[Exercise] Which of the lines in the listing that follows hold "Passarella"? Pull each one out.

[Data for this task]
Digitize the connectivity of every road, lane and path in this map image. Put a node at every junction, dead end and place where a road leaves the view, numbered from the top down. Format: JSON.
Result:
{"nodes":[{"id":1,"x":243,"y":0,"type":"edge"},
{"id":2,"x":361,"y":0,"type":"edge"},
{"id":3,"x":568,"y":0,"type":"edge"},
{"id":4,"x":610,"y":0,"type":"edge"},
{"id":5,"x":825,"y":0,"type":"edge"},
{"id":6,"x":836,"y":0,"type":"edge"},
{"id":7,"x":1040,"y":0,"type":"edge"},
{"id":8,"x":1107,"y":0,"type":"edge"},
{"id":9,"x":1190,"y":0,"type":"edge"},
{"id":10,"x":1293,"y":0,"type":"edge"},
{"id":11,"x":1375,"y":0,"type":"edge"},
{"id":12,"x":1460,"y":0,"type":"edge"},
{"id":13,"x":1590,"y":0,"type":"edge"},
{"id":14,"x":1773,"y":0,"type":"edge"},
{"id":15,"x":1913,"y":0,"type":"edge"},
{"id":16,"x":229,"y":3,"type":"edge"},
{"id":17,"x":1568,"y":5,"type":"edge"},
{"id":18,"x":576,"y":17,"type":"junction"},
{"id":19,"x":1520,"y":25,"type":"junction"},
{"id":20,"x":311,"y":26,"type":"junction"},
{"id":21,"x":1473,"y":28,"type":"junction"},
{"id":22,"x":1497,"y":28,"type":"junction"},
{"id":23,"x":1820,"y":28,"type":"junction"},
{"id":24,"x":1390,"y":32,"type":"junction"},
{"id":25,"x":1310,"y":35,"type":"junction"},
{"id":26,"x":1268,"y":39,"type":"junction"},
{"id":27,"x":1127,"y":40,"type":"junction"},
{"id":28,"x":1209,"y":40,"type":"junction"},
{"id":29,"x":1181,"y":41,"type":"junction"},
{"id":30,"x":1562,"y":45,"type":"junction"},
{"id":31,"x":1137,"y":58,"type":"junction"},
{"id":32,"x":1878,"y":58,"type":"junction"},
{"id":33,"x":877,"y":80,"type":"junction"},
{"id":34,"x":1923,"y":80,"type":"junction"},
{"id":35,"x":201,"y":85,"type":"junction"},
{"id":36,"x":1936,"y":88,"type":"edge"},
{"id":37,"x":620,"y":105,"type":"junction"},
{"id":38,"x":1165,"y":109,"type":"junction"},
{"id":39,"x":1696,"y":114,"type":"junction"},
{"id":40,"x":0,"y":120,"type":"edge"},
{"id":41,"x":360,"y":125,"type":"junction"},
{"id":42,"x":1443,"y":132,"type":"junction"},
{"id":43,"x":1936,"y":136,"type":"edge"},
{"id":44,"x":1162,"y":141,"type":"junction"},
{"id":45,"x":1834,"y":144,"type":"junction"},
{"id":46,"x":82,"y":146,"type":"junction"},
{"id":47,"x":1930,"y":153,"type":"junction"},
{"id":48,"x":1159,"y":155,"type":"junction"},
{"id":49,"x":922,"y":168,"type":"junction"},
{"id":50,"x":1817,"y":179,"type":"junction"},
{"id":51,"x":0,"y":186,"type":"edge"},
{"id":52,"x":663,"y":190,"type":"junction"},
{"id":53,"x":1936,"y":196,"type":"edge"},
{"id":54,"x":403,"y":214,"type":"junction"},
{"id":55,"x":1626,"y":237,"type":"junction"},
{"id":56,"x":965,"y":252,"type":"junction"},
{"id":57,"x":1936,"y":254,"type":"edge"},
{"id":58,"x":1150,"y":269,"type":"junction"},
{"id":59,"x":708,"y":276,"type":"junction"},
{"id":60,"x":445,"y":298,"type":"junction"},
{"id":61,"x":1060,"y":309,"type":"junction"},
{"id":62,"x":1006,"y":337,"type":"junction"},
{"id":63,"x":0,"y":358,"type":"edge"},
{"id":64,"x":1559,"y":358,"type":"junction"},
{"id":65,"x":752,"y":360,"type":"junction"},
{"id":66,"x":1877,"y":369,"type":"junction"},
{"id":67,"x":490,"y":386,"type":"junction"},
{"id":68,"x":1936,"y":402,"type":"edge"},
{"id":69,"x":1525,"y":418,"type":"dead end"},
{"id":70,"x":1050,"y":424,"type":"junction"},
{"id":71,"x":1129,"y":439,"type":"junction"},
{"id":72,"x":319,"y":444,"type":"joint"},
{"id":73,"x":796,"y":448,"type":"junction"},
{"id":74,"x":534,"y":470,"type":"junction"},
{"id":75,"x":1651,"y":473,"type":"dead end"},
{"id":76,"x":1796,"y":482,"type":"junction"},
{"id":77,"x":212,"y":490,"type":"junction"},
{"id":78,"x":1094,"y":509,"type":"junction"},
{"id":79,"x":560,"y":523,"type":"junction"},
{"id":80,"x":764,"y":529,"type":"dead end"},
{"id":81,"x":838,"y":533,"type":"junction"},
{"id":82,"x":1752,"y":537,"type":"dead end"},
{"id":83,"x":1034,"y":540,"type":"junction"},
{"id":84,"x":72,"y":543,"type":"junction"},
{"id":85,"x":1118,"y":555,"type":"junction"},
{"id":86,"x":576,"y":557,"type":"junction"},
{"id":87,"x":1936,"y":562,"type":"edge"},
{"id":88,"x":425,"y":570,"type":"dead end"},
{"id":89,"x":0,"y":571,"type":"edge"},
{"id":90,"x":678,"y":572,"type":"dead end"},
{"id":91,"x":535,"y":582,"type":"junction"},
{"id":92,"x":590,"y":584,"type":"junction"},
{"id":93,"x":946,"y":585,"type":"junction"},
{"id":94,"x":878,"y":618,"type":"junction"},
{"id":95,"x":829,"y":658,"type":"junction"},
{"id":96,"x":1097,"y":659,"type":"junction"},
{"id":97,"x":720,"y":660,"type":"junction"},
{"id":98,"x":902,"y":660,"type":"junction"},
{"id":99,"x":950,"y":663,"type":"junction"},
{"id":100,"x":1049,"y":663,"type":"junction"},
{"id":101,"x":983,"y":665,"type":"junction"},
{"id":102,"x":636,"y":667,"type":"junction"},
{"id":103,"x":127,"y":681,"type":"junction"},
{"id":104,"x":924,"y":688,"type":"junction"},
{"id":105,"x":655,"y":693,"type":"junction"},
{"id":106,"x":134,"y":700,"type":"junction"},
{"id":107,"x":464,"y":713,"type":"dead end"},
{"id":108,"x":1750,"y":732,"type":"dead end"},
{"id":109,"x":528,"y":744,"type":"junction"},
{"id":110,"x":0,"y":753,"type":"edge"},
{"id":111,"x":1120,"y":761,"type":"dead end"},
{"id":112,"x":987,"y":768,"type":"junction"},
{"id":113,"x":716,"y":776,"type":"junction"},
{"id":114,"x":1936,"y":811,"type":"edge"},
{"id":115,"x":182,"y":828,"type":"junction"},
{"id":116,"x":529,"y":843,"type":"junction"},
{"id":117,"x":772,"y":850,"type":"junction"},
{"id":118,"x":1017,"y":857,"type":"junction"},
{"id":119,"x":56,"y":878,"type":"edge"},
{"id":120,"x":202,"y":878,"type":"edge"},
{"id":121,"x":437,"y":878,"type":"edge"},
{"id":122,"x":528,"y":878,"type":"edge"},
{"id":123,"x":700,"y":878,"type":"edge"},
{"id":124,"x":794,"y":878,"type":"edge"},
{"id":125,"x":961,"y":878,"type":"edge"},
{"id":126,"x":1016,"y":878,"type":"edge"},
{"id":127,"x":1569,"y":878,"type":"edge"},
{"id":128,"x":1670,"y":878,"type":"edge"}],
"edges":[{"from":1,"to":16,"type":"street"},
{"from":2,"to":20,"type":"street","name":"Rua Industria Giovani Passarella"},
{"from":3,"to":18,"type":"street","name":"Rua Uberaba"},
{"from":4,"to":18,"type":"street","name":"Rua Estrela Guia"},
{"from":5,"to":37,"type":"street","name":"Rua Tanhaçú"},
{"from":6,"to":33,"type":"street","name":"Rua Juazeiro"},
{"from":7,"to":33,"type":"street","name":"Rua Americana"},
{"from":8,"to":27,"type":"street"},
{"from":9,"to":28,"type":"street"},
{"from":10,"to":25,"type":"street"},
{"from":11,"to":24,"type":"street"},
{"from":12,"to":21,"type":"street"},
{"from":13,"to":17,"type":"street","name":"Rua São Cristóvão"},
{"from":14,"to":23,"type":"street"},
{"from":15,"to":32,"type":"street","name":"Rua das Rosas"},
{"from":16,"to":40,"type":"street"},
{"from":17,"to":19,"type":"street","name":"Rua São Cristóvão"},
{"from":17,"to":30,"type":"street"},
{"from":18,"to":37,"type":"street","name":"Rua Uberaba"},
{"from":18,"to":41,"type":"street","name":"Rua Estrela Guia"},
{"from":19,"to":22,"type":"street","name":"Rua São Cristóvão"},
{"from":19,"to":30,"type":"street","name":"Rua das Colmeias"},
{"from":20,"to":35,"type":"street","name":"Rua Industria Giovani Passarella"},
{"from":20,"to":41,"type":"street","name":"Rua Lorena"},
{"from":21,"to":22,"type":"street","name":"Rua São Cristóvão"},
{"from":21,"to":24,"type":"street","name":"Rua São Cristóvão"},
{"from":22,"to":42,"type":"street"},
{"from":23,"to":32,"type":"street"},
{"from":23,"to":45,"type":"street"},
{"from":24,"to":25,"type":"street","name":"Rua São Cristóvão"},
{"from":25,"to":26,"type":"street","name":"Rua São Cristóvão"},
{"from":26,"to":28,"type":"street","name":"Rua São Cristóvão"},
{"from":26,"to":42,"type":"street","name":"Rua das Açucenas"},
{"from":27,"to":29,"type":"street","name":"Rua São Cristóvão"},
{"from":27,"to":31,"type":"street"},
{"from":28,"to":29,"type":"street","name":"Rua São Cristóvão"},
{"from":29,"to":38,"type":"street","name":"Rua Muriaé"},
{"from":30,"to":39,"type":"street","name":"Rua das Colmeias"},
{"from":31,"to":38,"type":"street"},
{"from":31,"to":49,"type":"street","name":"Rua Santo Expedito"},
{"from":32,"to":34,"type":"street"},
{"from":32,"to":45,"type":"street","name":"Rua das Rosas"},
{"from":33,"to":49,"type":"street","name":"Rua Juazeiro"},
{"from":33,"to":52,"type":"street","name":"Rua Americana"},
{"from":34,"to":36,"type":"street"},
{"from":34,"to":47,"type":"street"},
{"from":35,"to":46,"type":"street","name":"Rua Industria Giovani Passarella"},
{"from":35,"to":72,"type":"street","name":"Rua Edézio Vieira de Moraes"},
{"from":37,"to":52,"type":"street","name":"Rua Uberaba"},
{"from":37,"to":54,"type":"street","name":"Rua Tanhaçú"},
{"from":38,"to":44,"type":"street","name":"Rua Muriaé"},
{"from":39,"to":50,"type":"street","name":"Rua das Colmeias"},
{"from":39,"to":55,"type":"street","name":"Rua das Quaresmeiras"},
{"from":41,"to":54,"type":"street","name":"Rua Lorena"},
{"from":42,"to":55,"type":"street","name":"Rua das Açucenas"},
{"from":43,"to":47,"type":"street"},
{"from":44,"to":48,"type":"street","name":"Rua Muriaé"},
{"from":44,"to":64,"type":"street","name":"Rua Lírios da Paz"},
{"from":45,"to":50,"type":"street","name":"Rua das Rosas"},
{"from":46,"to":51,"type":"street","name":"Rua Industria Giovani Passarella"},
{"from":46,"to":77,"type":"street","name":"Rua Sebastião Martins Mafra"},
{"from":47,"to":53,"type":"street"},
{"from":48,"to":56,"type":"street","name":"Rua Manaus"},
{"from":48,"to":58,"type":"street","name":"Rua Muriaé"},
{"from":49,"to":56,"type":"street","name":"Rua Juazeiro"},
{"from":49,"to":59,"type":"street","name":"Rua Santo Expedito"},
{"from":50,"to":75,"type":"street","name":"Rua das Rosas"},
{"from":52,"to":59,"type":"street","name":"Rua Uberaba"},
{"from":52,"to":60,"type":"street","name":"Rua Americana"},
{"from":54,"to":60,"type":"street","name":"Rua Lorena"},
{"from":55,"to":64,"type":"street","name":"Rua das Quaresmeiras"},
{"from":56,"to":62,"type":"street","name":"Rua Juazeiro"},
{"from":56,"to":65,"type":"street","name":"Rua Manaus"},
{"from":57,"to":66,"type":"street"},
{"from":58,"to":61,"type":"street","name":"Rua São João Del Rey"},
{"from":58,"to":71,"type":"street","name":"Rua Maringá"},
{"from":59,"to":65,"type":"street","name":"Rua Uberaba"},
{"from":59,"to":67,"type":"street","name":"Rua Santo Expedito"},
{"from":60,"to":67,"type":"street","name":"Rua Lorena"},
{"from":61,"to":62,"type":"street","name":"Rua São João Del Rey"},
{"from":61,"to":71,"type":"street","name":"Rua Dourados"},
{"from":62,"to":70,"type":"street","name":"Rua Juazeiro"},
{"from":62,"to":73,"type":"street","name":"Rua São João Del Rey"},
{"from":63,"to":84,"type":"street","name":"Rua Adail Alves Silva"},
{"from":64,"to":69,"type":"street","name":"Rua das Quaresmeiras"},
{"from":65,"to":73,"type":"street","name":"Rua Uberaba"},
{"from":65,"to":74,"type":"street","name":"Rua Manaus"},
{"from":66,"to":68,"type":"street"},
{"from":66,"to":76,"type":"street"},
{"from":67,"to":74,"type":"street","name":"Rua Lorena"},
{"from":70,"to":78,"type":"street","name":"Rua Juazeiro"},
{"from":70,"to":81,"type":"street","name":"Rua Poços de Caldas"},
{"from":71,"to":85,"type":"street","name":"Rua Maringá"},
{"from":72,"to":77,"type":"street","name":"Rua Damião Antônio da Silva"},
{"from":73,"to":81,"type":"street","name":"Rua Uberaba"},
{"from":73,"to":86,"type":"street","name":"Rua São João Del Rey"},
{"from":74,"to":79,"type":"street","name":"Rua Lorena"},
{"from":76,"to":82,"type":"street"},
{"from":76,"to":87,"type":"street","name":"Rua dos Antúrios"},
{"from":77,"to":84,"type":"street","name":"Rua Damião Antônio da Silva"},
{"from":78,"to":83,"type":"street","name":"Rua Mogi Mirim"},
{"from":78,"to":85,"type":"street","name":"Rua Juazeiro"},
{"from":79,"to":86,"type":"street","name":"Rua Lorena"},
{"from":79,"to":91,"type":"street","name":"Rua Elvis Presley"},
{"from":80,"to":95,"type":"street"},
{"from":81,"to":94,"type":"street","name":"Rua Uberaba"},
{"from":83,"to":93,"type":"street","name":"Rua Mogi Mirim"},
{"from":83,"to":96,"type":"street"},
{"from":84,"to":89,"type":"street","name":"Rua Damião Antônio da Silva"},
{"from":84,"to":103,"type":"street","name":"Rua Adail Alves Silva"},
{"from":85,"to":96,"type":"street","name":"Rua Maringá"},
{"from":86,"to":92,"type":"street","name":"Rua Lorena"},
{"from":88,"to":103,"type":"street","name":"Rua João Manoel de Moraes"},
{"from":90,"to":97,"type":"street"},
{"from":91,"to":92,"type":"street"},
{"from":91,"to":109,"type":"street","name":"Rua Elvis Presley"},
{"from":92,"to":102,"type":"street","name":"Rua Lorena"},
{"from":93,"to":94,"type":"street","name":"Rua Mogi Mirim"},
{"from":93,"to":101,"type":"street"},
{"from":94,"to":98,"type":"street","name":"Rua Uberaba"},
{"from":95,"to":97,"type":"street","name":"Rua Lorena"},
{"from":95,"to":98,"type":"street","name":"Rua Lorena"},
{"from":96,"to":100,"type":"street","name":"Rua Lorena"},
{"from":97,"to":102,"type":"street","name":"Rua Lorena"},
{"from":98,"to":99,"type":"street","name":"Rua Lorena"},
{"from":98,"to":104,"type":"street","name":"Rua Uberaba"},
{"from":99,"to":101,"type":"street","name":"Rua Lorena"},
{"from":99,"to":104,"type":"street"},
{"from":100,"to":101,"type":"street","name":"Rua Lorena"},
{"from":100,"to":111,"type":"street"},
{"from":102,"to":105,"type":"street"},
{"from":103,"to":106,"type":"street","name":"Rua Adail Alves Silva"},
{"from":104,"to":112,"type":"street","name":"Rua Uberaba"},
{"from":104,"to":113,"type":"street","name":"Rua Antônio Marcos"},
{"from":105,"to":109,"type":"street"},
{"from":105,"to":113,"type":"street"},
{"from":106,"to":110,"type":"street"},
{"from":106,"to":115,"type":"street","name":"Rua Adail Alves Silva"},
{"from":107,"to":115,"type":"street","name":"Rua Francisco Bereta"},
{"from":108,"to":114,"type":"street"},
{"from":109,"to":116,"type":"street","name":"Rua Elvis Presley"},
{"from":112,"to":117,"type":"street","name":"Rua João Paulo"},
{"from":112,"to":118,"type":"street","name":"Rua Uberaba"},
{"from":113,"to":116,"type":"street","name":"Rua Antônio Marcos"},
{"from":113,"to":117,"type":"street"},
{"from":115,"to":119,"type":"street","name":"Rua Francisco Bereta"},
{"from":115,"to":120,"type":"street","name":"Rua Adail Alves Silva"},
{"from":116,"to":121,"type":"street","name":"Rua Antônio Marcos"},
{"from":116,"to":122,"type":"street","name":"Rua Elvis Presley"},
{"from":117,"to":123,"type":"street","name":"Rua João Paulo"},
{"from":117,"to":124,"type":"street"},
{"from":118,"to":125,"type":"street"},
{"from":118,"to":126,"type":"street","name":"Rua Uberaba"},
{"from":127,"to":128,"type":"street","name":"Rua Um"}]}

[Answer for the task]
{"from":2,"to":20,"type":"street","name":"Rua Industria Giovani Passarella"},
{"from":20,"to":35,"type":"street","name":"Rua Industria Giovani Passarella"},
{"from":35,"to":46,"type":"street","name":"Rua Industria Giovani Passarella"},
{"from":46,"to":51,"type":"street","name":"Rua Industria Giovani Passarella"},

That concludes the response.